- **Requirement**: Look through the listing below for the word "that" and copy every line where it occurs.

- **Supplied data**:
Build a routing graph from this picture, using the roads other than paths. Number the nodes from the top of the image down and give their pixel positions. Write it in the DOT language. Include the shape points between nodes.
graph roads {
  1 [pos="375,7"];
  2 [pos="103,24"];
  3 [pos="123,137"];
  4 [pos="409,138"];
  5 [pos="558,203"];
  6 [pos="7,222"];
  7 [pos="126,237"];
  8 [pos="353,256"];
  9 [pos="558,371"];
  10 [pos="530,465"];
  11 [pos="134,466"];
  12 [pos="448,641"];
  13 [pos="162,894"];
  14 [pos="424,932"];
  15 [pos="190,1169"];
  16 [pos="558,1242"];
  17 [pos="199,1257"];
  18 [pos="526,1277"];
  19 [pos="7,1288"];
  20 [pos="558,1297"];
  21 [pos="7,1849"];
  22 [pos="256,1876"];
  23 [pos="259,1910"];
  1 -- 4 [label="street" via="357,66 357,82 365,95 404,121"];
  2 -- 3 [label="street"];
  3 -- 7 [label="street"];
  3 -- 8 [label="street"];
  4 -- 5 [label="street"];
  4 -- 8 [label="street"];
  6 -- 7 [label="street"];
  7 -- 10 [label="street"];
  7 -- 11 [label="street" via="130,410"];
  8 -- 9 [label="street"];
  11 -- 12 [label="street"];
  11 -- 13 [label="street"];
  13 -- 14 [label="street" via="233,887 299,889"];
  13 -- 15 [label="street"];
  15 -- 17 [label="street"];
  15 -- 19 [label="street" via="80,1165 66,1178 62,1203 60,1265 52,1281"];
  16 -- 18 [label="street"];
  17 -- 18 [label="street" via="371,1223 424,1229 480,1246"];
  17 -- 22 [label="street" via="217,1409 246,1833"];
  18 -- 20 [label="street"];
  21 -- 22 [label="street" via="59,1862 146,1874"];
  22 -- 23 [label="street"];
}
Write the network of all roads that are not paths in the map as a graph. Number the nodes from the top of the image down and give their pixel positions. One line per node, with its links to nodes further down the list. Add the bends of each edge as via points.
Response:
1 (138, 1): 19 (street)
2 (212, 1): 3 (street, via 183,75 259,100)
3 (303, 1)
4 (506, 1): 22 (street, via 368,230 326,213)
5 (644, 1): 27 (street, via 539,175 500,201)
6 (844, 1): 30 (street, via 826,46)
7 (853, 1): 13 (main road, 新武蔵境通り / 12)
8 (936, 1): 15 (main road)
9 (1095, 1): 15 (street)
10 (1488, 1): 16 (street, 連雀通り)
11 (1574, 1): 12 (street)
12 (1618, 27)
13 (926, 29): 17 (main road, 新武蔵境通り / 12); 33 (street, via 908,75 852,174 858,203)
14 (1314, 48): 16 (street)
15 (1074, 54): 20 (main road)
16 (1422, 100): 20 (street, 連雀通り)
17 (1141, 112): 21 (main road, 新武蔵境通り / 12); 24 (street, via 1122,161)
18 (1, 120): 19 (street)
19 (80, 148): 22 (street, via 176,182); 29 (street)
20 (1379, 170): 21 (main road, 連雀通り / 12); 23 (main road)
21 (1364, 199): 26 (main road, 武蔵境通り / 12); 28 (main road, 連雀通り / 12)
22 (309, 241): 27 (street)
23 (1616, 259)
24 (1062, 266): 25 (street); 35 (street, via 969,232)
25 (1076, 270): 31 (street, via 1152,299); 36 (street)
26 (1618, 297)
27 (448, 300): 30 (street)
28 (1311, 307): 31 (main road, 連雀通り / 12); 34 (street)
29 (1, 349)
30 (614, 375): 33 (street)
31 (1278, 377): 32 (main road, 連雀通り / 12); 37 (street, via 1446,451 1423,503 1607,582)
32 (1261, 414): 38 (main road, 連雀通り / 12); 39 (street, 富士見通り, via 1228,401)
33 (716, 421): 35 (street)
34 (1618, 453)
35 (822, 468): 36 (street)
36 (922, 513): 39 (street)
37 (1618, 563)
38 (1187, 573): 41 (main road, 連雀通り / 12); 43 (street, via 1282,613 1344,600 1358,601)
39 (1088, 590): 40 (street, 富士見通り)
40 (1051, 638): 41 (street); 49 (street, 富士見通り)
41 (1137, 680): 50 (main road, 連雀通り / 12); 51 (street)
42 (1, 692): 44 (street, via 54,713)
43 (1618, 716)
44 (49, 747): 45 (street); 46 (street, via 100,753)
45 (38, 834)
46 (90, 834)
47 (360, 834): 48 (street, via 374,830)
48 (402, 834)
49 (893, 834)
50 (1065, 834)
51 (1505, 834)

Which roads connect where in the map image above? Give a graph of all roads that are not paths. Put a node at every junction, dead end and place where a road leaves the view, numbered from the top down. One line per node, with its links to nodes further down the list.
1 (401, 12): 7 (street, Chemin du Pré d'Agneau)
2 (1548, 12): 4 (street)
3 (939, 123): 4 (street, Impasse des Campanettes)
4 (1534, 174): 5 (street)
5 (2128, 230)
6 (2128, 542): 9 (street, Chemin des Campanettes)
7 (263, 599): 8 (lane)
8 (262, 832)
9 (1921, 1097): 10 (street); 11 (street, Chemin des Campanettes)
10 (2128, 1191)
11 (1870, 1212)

- **Answer section**:
Write the network of all roads that are not paths in the map as a graph. Number the nodes from the top of the image down and give their pixel positions. One line per node, with its links to nodes further down the list. Add the bends of each edge as via points.
Which roads connect where in the map image above? Give a graph of all roads that are not paths. Put a node at every junction, dead end and place where a road leaves the view, numbered from the top down. One line per node, with its links to nodes further down the list.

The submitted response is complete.